*REQUIRED ACTION*: Nothing in the records may be left out or reworded; return them exactly.

*DATA EXTRACT*:
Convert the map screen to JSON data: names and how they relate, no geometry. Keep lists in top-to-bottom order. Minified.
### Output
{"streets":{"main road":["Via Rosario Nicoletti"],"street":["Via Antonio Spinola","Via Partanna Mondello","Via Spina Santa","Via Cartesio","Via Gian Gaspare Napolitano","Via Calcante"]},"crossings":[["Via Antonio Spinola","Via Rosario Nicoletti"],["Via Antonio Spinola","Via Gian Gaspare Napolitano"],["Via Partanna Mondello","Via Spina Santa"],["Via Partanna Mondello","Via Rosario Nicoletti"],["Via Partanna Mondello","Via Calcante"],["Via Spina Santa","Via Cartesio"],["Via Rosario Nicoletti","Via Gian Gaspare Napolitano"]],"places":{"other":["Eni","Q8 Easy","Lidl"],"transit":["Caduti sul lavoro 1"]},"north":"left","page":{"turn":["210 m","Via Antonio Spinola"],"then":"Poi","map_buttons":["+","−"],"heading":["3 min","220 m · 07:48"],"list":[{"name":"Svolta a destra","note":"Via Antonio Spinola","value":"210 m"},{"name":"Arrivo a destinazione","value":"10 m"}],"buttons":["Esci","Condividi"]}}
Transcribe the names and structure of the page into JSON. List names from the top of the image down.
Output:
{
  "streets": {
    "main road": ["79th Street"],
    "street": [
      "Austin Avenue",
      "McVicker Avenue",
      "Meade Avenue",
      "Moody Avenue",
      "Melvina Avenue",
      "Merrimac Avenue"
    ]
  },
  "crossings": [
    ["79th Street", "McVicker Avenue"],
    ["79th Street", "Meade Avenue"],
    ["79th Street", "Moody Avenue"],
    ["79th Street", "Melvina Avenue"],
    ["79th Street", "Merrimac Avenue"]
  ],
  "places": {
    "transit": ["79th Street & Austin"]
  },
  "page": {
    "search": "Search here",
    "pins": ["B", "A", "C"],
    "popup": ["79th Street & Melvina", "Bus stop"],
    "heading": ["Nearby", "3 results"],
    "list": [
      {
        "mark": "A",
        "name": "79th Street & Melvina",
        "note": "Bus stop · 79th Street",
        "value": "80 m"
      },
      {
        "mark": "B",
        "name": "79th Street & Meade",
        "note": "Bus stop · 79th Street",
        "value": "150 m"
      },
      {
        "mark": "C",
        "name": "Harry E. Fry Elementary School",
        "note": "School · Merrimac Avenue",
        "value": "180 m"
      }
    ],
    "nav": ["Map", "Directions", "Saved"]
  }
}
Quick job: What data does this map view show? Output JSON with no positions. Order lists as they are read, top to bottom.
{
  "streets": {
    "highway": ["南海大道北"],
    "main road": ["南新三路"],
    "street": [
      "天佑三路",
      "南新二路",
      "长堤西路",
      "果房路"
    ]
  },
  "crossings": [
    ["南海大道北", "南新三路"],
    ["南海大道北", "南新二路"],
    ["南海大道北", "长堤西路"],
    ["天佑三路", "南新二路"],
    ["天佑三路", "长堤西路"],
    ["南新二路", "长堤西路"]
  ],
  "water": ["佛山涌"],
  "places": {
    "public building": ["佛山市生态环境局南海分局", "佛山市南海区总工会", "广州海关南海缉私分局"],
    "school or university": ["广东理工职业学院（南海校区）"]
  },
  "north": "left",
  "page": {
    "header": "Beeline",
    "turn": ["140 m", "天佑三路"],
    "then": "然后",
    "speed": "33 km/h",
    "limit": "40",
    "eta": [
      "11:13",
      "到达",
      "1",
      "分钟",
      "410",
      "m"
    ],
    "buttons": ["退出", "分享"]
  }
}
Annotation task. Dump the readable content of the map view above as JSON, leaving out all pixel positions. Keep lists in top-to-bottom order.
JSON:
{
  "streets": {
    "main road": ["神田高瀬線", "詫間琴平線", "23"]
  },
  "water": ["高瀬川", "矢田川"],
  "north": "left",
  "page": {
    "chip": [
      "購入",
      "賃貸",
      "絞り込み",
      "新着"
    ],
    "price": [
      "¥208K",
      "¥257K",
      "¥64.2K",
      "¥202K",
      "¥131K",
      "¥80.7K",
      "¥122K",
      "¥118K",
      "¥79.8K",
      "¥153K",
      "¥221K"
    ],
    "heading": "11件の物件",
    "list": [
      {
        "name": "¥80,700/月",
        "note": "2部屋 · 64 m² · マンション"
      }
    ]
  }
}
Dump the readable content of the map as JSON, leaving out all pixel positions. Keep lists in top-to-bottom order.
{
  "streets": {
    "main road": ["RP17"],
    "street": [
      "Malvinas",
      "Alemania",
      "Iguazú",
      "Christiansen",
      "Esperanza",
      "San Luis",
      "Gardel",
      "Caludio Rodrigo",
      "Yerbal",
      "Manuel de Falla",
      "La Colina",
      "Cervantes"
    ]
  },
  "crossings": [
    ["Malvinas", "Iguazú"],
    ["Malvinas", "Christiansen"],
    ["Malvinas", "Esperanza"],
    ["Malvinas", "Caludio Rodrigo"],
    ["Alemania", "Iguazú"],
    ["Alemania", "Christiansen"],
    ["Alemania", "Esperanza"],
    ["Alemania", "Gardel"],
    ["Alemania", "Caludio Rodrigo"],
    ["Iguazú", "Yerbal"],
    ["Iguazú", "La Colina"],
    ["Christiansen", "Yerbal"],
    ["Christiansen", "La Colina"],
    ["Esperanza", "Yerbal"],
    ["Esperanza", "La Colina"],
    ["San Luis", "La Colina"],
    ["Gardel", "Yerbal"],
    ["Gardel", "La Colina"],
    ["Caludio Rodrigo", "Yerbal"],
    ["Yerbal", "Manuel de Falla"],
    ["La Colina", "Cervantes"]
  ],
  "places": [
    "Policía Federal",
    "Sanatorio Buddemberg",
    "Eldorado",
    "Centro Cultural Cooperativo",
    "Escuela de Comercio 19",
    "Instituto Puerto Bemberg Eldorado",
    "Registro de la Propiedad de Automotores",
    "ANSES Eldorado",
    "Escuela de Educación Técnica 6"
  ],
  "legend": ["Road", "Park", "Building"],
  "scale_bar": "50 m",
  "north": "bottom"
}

*SOLUTION BELOW*:
Convert the map screen to JSON data: names and how they relate, no geometry. Keep lists in top-to-bottom order. Minified.
### Output
{"streets":{"main road":["Via Rosario Nicoletti"],"street":["Via Antonio Spinola","Via Partanna Mondello","Via Spina Santa","Via Cartesio","Via Gian Gaspare Napolitano","Via Calcante"]},"crossings":[["Via Antonio Spinola","Via Rosario Nicoletti"],["Via Antonio Spinola","Via Gian Gaspare Napolitano"],["Via Partanna Mondello","Via Spina Santa"],["Via Partanna Mondello","Via Rosario Nicoletti"],["Via Partanna Mondello","Via Calcante"],["Via Spina Santa","Via Cartesio"],["Via Rosario Nicoletti","Via Gian Gaspare Napolitano"]],"places":{"other":["Eni","Q8 Easy","Lidl"],"transit":["Caduti sul lavoro 1"]},"north":"left","page":{"turn":["210 m","Via Antonio Spinola"],"then":"Poi","map_buttons":["+","−"],"heading":["3 min","220 m · 07:48"],"list":[{"name":"Svolta a destra","note":"Via Antonio Spinola","value":"210 m"},{"name":"Arrivo a destinazione","value":"10 m"}],"buttons":["Esci","Condividi"]}}
Transcribe the names and structure of the page into JSON. List names from the top of the image down.
Output:
{
  "streets": {
    "main road": ["79th Street"],
    "street": [
      "Austin Avenue",
      "McVicker Avenue",
      "Meade Avenue",
      "Moody Avenue",
      "Melvina Avenue",
      "Merrimac Avenue"
    ]
  },
  "crossings": [
    ["79th Street", "McVicker Avenue"],
    ["79th Street", "Meade Avenue"],
    ["79th Street", "Moody Avenue"],
    ["79th Street", "Melvina Avenue"],
    ["79th Street", "Merrimac Avenue"]
  ],
  "places": {
    "transit": ["79th Street & Austin"]
  },
  "page": {
    "search": "Search here",
    "pins": ["B", "A", "C"],
    "popup": ["79th Street & Melvina", "Bus stop"],
    "heading": ["Nearby", "3 results"],
    "list": [
      {
        "mark": "A",
        "name": "79th Street & Melvina",
        "note": "Bus stop · 79th Street",
        "value": "80 m"
      },
      {
        "mark": "B",
        "name": "79th Street & Meade",
        "note": "Bus stop · 79th Street",
        "value": "150 m"
      },
      {
        "mark": "C",
        "name": "Harry E. Fry Elementary School",
        "note": "School · Merrimac Avenue",
        "value": "180 m"
      }
    ],
    "nav": ["Map", "Directions", "Saved"]
  }
}
Quick job: What data does this map view show? Output JSON with no positions. Order lists as they are read, top to bottom.
{
  "streets": {
    "highway": ["南海大道北"],
    "main road": ["南新三路"],
    "street": [
      "天佑三路",
      "南新二路",
      "长堤西路",
      "果房路"
    ]
  },
  "crossings": [
    ["南海大道北", "南新三路"],
    ["南海大道北", "南新二路"],
    ["南海大道北", "长堤西路"],
    ["天佑三路", "南新二路"],
    ["天佑三路", "长堤西路"],
    ["南新二路", "长堤西路"]
  ],
  "water": ["佛山涌"],
  "places": {
    "public building": ["佛山市生态环境局南海分局", "佛山市南海区总工会", "广州海关南海缉私分局"],
    "school or university": ["广东理工职业学院（南海校区）"]
  },
  "north": "left",
  "page": {
    "header": "Beeline",
    "turn": ["140 m", "天佑三路"],
    "then": "然后",
    "speed": "33 km/h",
    "limit": "40",
    "eta": [
      "11:13",
      "到达",
      "1",
      "分钟",
      "410",
      "m"
    ],
    "buttons": ["退出", "分享"]
  }
}
Annotation task. Dump the readable content of the map view above as JSON, leaving out all pixel positions. Keep lists in top-to-bottom order.
JSON:
{
  "streets": {
    "main road": ["神田高瀬線", "詫間琴平線", "23"]
  },
  "water": ["高瀬川", "矢田川"],
  "north": "left",
  "page": {
    "chip": [
      "購入",
      "賃貸",
      "絞り込み",
      "新着"
    ],
    "price": [
      "¥208K",
      "¥257K",
      "¥64.2K",
      "¥202K",
      "¥131K",
      "¥80.7K",
      "¥122K",
      "¥118K",
      "¥79.8K",
      "¥153K",
      "¥221K"
    ],
    "heading": "11件の物件",
    "list": [
      {
        "name": "¥80,700/月",
        "note": "2部屋 · 64 m² · マンション"
      }
    ]
  }
}
Dump the readable content of the map as JSON, leaving out all pixel positions. Keep lists in top-to-bottom order.
{
  "streets": {
    "main road": ["RP17"],
    "street": [
      "Malvinas",
      "Alemania",
      "Iguazú",
      "Christiansen",
      "Esperanza",
      "San Luis",
      "Gardel",
      "Caludio Rodrigo",
      "Yerbal",
      "Manuel de Falla",
      "La Colina",
      "Cervantes"
    ]
  },
  "crossings": [
    ["Malvinas", "Iguazú"],
    ["Malvinas", "Christiansen"],
    ["Malvinas", "Esperanza"],
    ["Malvinas", "Caludio Rodrigo"],
    ["Alemania", "Iguazú"],
    ["Alemania", "Christiansen"],
    ["Alemania", "Esperanza"],
    ["Alemania", "Gardel"],
    ["Alemania", "Caludio Rodrigo"],
    ["Iguazú", "Yerbal"],
    ["Iguazú", "La Colina"],
    ["Christiansen", "Yerbal"],
    ["Christiansen", "La Colina"],
    ["Esperanza", "Yerbal"],
    ["Esperanza", "La Colina"],
    ["San Luis", "La Colina"],
    ["Gardel", "Yerbal"],
    ["Gardel", "La Colina"],
    ["Caludio Rodrigo", "Yerbal"],
    ["Yerbal", "Manuel de Falla"],
    ["La Colina", "Cervantes"]
  ],
  "places": [
    "Policía Federal",
    "Sanatorio Buddemberg",
    "Eldorado",
    "Centro Cultural Cooperativo",
    "Escuela de Comercio 19",
    "Instituto Puerto Bemberg Eldorado",
    "Registro de la Propiedad de Automotores",
    "ANSES Eldorado",
    "Escuela de Educación Técnica 6"
  ],
  "legend": ["Road", "Park", "Building"],
  "scale_bar": "50 m",
  "north": "bottom"
}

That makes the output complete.